Un torrente de energía mental surgió de las tres mentes a la vez, y los oscuros postes para antorchas que rodeaban la plaza llamearon llenos de chisporroteante vida. Todo el escenario se llenó de luz y la escena pasó de la oscuridad a una brillante iluminación, y Esti tomó la mano de Índigo y la oprimió con fuerza, en un apretón que transmitió sin palabras su compartido triunfo. Entonces Constan se volvió, y gritó a la plaza:

—¡Saludos, amigos míos! ¡Se os saluda y se os da la bienvenida a esta fiesta! Esta noche os traemos música y canciones, y risas y lágrimas... ¡esta noche, nosotros, la Compañía Cómica Brabazon, hará que vuestros sueños se hagan realidad!
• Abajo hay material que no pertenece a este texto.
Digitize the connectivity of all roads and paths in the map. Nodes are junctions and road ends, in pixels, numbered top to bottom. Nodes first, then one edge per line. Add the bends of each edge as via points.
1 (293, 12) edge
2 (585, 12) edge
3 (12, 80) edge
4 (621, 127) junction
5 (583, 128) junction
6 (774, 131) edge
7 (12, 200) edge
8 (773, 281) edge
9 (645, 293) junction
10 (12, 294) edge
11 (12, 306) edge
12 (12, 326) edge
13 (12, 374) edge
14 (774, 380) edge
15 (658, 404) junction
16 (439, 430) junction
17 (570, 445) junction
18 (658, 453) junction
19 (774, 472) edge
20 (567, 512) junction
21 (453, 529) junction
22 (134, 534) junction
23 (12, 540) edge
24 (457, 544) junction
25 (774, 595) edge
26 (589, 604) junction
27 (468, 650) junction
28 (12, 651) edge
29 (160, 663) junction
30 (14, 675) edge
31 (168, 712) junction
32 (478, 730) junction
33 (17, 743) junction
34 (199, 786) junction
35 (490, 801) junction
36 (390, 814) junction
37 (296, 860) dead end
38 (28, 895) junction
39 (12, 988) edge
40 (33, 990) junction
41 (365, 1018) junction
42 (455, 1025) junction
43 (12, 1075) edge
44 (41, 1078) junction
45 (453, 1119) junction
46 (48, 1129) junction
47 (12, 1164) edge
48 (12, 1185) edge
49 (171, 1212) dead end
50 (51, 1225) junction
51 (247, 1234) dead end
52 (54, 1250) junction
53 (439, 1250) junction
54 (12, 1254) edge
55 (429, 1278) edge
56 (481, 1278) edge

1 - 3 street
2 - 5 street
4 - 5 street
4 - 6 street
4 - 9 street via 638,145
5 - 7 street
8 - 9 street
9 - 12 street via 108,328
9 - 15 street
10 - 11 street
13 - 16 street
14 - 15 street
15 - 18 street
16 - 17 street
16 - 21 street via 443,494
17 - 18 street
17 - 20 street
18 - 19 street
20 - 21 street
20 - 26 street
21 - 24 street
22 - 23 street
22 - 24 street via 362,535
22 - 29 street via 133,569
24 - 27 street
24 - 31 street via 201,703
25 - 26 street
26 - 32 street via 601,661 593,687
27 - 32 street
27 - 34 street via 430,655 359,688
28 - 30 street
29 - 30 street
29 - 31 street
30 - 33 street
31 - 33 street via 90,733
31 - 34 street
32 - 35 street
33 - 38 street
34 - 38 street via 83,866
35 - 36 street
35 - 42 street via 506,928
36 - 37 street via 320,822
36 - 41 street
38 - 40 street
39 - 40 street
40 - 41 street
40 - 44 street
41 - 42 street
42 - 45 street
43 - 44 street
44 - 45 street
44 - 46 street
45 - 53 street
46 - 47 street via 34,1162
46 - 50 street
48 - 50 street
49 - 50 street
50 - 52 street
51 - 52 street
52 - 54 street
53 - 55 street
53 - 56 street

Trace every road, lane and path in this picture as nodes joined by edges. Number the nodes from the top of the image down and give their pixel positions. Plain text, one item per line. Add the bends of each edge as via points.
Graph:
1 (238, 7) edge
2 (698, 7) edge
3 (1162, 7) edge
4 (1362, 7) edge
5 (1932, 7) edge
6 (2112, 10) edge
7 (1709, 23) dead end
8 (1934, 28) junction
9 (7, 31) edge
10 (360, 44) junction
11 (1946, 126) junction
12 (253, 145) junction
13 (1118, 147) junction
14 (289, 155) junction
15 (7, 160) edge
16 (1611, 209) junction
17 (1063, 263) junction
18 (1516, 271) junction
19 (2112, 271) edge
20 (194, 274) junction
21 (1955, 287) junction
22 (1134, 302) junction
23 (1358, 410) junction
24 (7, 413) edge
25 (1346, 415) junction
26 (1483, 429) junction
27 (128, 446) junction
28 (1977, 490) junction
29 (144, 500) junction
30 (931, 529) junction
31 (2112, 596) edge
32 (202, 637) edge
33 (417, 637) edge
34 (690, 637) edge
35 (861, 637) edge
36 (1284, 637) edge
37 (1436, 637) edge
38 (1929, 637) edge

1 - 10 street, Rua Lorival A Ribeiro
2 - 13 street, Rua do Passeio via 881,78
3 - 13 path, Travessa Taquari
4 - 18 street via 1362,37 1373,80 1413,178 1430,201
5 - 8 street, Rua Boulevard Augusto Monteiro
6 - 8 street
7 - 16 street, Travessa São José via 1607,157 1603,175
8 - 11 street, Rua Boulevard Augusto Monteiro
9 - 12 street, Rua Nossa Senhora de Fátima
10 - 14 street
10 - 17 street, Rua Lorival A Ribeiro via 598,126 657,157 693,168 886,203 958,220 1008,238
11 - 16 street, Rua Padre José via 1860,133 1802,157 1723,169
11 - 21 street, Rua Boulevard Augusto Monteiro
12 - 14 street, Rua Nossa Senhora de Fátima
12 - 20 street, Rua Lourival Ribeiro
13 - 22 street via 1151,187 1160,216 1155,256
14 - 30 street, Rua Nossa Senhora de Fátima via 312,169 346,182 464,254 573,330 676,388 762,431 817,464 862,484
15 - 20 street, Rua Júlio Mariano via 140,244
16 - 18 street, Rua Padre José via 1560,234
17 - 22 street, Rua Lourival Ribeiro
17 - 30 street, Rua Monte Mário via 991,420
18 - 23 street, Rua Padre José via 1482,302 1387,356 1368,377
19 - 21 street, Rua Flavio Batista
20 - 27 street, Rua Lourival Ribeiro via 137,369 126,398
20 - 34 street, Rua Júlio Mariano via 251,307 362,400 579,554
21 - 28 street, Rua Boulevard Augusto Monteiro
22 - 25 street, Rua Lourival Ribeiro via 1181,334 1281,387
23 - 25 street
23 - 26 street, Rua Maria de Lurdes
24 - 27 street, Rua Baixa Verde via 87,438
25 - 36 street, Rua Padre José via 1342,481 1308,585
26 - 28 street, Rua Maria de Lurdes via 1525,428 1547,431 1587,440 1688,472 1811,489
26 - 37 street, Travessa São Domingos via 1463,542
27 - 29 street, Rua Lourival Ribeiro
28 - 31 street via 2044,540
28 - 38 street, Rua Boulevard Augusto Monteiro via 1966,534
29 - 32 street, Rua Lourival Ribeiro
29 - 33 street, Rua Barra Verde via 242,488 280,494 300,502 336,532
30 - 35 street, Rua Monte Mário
Estaba magnífico. Impávido ante la extraordinaria puesta en escena, el vacío y el silencio que se abrían ante él allí donde debería de haber estado su público, había adoptado al instante y con energía su papel de consumado comediante. Podría no haber aprendido la forma de fabricar ilusiones a partir de la esencia de aquel mundo; pero de súbito Constancia Brabazon se había erigido en el indiscutido señor de los festejos alrededor del cual todo debía girar. Giró sobre sus talones al tiempo que extendía un brazo, y Esti se adelantó corriendo, Índigo entrevió su rostro y percibió un miedo tenso en su expresión, pero la muchacha tomó la mano de su padre y dedicó una profunda reverencia a la imaginaria multitud; su voz resonó alta y clara por la plaza.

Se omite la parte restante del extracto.